Functional evaluation of infarcted mice using echocardiography was performed only at 28 days rather than serially at multiple time-points due to local restrictions regarding animal husbandry. Development of heart failure traditionally begins to manifest in murine models at six to eight weeks post-MI, and generally results in a rapid increase in weight caused by excessive fluid retention and development of dyspnea caused by LV dysfunction. The duration of these experiments was relatively short; therefore, we were unable to comment on the development of heart failure.
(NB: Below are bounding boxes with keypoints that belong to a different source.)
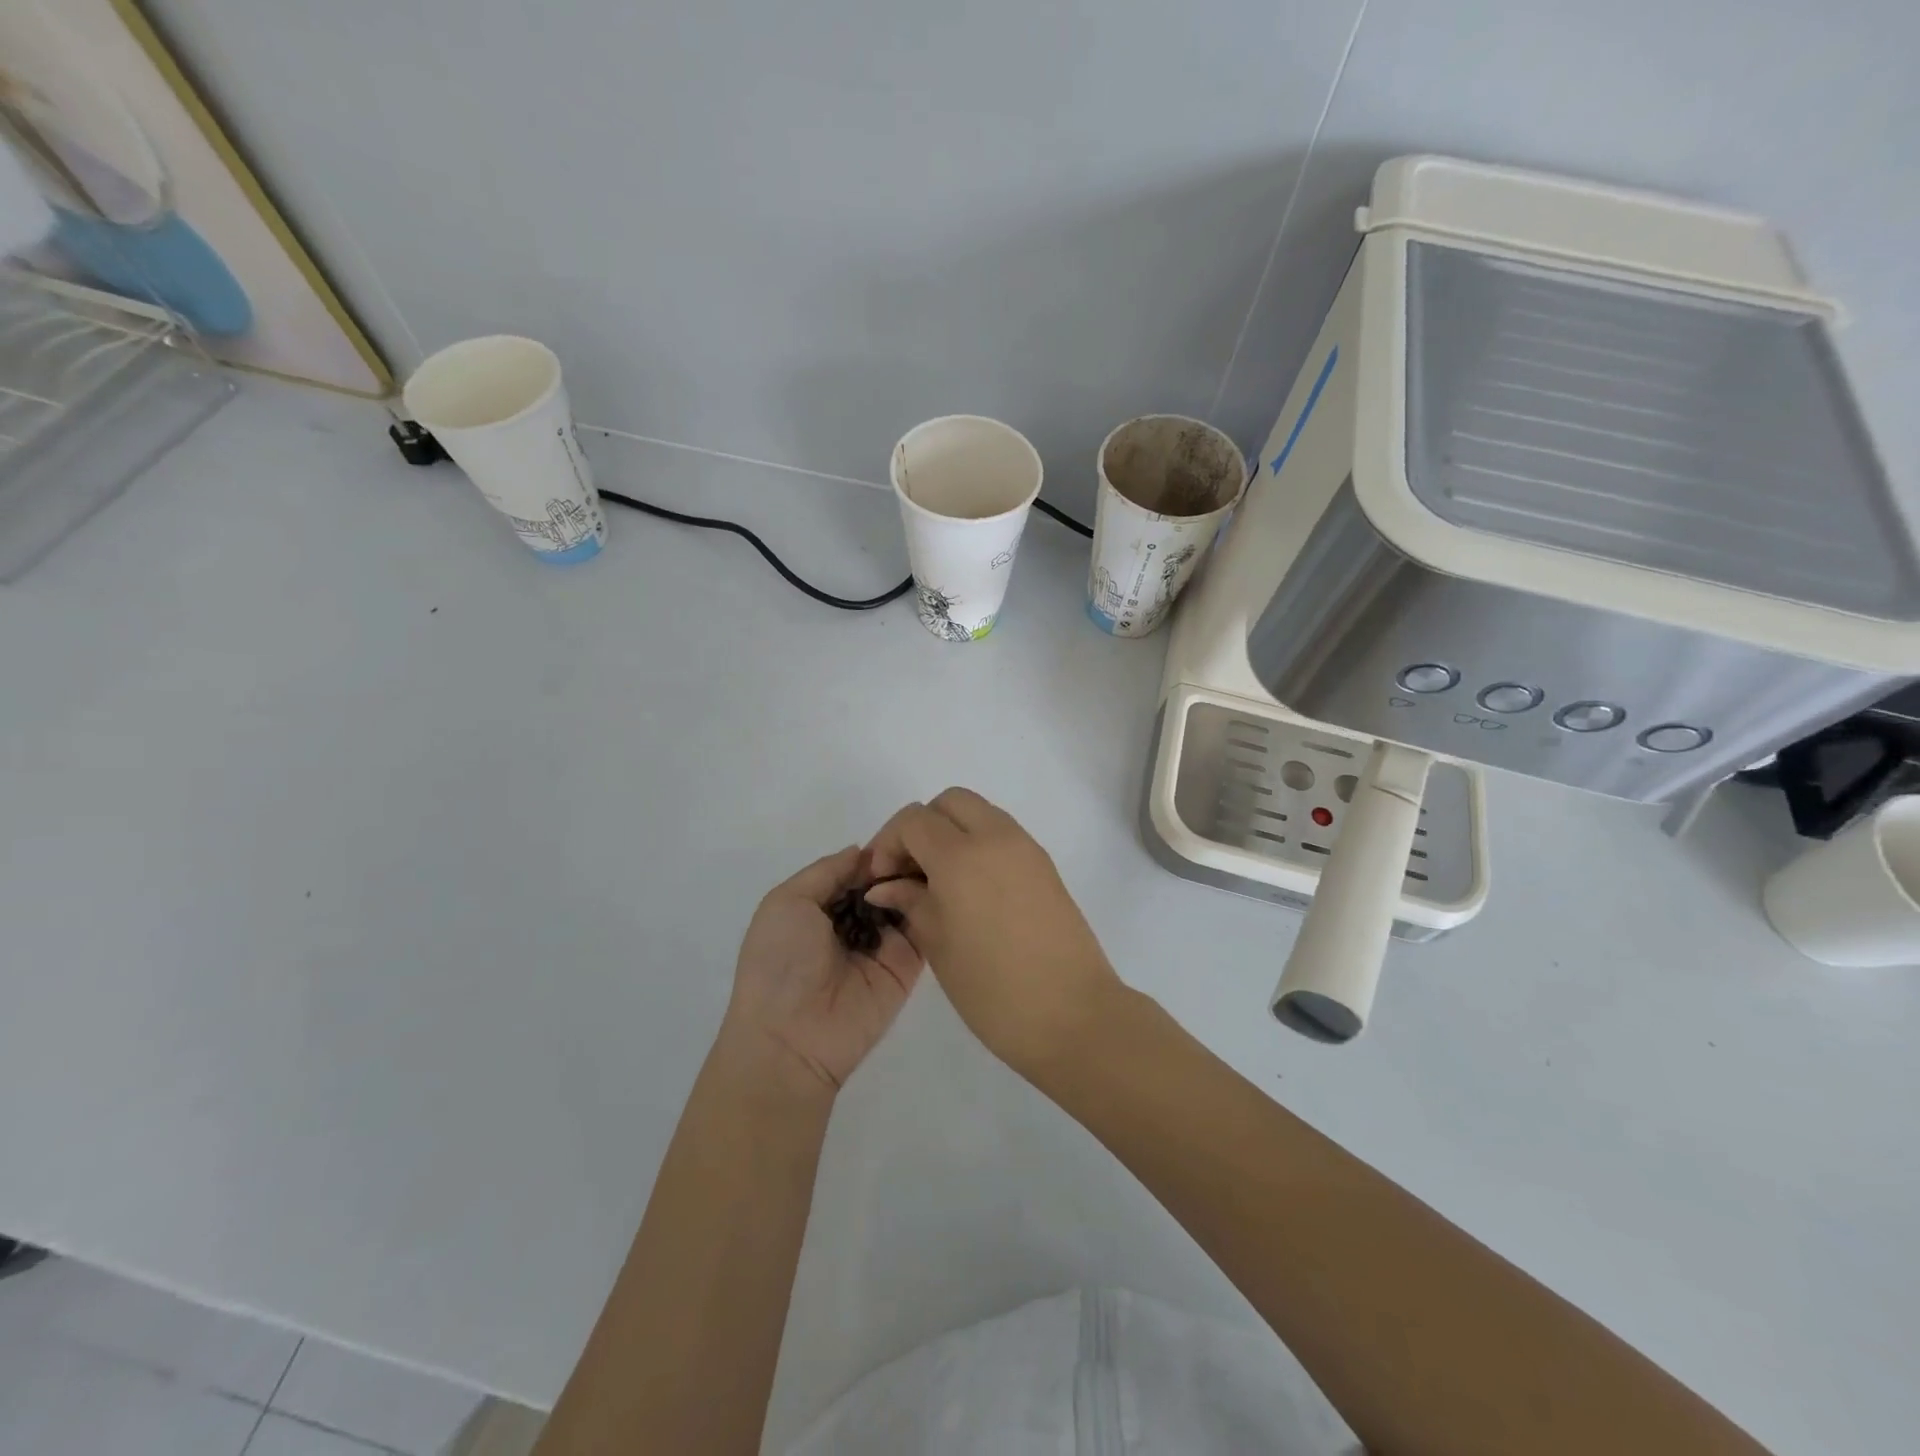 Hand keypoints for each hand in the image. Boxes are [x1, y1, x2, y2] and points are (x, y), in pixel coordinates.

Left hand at [723, 845, 924, 1094]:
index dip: (876, 850)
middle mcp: (853, 922)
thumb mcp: (786, 901)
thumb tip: (862, 851)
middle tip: (925, 840)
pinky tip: (941, 885)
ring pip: (907, 901)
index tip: (903, 828)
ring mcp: (883, 944)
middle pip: (885, 882)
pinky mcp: (907, 966)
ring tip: (936, 856)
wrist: (791, 1037)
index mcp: (821, 906)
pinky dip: (930, 906)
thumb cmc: (779, 962)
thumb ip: (827, 871)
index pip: (857, 869)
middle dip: (901, 862)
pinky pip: (923, 930)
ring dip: (917, 880)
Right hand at [865, 788, 1121, 1077]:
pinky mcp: (1044, 864)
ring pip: (979, 813)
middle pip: (949, 802)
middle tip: (910, 870)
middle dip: (921, 826)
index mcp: (961, 857)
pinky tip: (970, 889)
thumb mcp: (938, 945)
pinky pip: (1002, 834)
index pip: (914, 821)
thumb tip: (886, 885)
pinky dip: (978, 844)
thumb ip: (911, 902)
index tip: (882, 879)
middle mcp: (996, 838)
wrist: (1073, 1014)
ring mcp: (1026, 848)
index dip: (888, 843)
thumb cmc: (993, 989)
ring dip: (952, 832)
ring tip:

These experiments would need to be performed over longer intervals to confirm whether the observed improvements in LV function in the absence of VN translate into reductions in heart failure.

CONCLUSIONS

Here, for the first time, we have used VN−/− mice in a model of MI. Our data suggest that this appears to be a valid model to study the role of VN following MI. The absence of VN appears to be associated with improved wound healing following MI, with consistent results observed using both echocardiographic and morphometric analysis. Additional work needs to be performed to confirm these findings, to understand the mechanisms by which VN regulates wound healing and to determine whether strategies aimed at preventing VN deposition at sites of myocardial ischemia may offer a therapeutic option to improve post-MI remodelling.